> [DATASET]:

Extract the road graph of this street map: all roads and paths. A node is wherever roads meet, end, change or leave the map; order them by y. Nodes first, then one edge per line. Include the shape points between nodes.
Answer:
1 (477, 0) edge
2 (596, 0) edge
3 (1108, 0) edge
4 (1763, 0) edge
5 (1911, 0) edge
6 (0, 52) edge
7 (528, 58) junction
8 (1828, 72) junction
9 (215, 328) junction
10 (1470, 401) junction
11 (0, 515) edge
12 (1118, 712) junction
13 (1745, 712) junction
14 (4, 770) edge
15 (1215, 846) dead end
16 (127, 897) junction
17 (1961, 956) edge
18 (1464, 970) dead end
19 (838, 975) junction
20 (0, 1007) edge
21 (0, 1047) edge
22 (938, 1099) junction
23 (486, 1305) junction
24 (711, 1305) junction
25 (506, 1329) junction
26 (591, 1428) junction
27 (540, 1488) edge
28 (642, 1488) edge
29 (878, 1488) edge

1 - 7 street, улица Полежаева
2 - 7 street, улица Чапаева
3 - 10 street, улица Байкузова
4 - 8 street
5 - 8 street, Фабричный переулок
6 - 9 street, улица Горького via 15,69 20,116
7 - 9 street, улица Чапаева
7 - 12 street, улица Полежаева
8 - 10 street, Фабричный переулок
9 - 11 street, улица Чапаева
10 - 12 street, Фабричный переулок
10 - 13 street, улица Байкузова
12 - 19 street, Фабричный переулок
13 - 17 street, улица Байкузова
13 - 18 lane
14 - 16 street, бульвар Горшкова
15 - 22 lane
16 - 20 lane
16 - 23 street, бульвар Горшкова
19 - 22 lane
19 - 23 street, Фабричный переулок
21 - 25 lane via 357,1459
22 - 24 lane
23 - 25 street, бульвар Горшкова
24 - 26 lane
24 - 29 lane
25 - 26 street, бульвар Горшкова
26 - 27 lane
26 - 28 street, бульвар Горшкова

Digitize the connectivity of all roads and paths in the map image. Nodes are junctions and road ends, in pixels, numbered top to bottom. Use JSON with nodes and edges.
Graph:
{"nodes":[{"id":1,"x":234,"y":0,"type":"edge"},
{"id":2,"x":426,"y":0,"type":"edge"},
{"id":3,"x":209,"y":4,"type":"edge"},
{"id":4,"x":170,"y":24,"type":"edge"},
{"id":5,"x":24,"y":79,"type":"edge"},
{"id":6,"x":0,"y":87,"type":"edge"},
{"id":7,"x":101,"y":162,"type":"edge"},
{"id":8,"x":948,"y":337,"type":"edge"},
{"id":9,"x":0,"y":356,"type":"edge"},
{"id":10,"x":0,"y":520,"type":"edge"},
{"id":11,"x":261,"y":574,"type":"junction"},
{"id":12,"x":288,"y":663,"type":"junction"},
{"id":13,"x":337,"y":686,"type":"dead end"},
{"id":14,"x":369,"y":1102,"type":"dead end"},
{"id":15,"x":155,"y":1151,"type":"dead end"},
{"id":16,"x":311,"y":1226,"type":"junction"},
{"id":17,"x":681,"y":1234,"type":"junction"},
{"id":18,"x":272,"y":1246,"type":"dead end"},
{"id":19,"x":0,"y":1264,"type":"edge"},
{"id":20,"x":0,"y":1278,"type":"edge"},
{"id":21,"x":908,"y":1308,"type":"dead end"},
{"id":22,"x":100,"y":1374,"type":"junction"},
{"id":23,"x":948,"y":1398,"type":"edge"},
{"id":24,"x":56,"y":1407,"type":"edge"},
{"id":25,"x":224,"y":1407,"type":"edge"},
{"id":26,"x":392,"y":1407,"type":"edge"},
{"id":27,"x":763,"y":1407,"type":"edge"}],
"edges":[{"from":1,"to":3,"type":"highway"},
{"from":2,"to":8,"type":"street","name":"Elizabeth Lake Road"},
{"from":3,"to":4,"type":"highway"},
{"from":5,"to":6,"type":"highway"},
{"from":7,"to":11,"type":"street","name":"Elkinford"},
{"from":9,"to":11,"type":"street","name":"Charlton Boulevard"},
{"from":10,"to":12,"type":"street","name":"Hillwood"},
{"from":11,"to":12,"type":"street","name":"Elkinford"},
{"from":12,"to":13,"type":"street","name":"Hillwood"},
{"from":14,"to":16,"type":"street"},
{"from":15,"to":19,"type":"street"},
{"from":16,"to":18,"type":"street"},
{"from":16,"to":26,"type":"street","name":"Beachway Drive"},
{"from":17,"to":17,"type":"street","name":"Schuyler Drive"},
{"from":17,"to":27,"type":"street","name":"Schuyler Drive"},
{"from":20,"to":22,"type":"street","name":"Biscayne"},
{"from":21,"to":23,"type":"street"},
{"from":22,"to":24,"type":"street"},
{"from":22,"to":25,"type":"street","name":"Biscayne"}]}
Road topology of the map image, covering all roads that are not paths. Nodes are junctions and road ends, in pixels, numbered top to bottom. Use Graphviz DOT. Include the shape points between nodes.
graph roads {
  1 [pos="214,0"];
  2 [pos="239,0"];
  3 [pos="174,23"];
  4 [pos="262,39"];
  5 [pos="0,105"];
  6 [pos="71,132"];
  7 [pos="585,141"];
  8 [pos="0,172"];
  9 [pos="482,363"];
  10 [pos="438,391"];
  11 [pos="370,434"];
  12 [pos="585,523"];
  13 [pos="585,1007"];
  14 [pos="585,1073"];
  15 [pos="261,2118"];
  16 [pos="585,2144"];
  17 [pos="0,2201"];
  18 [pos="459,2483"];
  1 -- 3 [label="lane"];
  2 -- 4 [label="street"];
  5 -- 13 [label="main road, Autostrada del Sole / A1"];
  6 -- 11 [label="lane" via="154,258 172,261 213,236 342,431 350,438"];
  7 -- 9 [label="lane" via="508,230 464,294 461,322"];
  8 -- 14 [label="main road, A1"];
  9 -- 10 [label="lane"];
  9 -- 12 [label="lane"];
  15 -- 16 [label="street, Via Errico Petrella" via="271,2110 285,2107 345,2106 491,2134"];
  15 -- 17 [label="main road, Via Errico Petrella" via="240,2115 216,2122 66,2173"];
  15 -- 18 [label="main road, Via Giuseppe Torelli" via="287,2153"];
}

> [ACTION ITEM]:
Print precisely the lines from the one with "Road topology of" through the end of the data above, adding nothing.

> [ANSWER AREA]:
Road topology of the map image, covering all roads that are not paths. Nodes are junctions and road ends, in pixels, numbered top to bottom. Use Graphviz DOT. Include the shape points between nodes.
graph roads {
  1 [pos="214,0"];
  2 [pos="239,0"];
  3 [pos="174,23"];
  4 [pos="262,39"];
  5 [pos="0,105"];
  6 [pos="71,132"];
  7 [pos="585,141"];
  8 [pos="0,172"];
  9 [pos="482,363"];
  10 [pos="438,391"];
  11 [pos="370,434"];
  12 [pos="585,523"];
  13 [pos="585,1007"];
  14 [pos="585,1073"];
  15 [pos="261,2118"];
  16 [pos="585,2144"];
  17 [pos="0,2201"];
  18 [pos="459,2483"];
  1 -- 3 [label="lane"];
  2 -- 4 [label="street"];
  5 -- 13 [label="main road, Autostrada del Sole / A1"];
  6 -- 11 [label="lane" via="154,258 172,261 213,236 342,431 350,438"];
  7 -- 9 [label="lane" via="508,230 464,294 461,322"];
  8 -- 14 [label="main road, A1"];
  9 -- 10 [label="lane"];
  9 -- 12 [label="lane"];
  15 -- 16 [label="street, Via Errico Petrella" via="271,2110 285,2107 345,2106 491,2134"];
  15 -- 17 [label="main road, Via Errico Petrella" via="240,2115 216,2122 66,2173"];
  15 -- 18 [label="main road, Via Giuseppe Torelli" via="287,2153"];
}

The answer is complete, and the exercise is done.